Just as the nurse drew up the aminophylline into the syringe, the patient became calmer. Sometimes this is bad news, as hypoxia causes sedation and she might be going into respiratory failure. But I knew this lady was well oxygenated, so we waited and her breathing became easier. Everyone smiled as she slowly recovered. After five more minutes she felt comfortable and was able to provide me with more history.
She said that she had been wheezy for about six hours. The night had been cold and windy, stirring up the dust in the village. She thought that this might have been the trigger for the attack.
She had been diagnosed with asthma ten years ago and had been prescribed inhalers in the past by muzungu doctors. But the clinic only stocks salbutamol tablets and inhalers are expensive if bought from the local chemist, so she discontinued therapy.
“So when was your last attack, before this one?” I asked.
“It was when I got tear gassed by the police,” she replied. I had a sudden vision of my patient attending a political demonstration in Mfuwe.
The nurse explained that there had been a disturbance some months ago, when a horde of villagers descended on a dying elephant with machetes to chop themselves a hunk of uber-fresh meat.

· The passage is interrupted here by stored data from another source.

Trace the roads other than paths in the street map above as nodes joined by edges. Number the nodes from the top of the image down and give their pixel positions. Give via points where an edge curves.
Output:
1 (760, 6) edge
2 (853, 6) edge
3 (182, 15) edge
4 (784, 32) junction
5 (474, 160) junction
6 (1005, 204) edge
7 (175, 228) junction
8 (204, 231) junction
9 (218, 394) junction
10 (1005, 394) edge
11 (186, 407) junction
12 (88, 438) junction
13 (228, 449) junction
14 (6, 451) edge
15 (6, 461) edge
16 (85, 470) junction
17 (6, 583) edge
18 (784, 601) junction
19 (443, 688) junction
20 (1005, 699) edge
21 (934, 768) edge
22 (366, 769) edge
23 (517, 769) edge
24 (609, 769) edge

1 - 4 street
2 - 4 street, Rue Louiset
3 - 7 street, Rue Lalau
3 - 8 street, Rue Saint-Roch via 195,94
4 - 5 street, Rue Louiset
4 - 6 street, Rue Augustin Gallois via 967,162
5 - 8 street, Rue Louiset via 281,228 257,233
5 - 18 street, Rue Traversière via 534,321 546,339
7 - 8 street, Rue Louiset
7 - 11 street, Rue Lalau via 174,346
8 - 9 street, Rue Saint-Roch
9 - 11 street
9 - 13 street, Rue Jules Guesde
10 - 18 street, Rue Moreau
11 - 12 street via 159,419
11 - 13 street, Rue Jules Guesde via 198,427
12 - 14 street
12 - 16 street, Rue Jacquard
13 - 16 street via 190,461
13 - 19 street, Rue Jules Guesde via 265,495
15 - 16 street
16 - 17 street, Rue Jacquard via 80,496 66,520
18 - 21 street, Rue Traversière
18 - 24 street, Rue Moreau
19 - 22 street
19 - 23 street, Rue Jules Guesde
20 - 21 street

To restore public order, the police had to fire tear gas into the crowd. Or perhaps it was to allow the elephant to die in peace.
I will have to add tear gas to my list of possible provoking factors for asthma.
At the local chemist, I bought a course of prednisolone and a replacement inhaler for the patient and returned to the ward. She was fast asleep as she had been struggling to breathe since midnight. When she awoke, I asked her to come for review in two weeks at the clinic.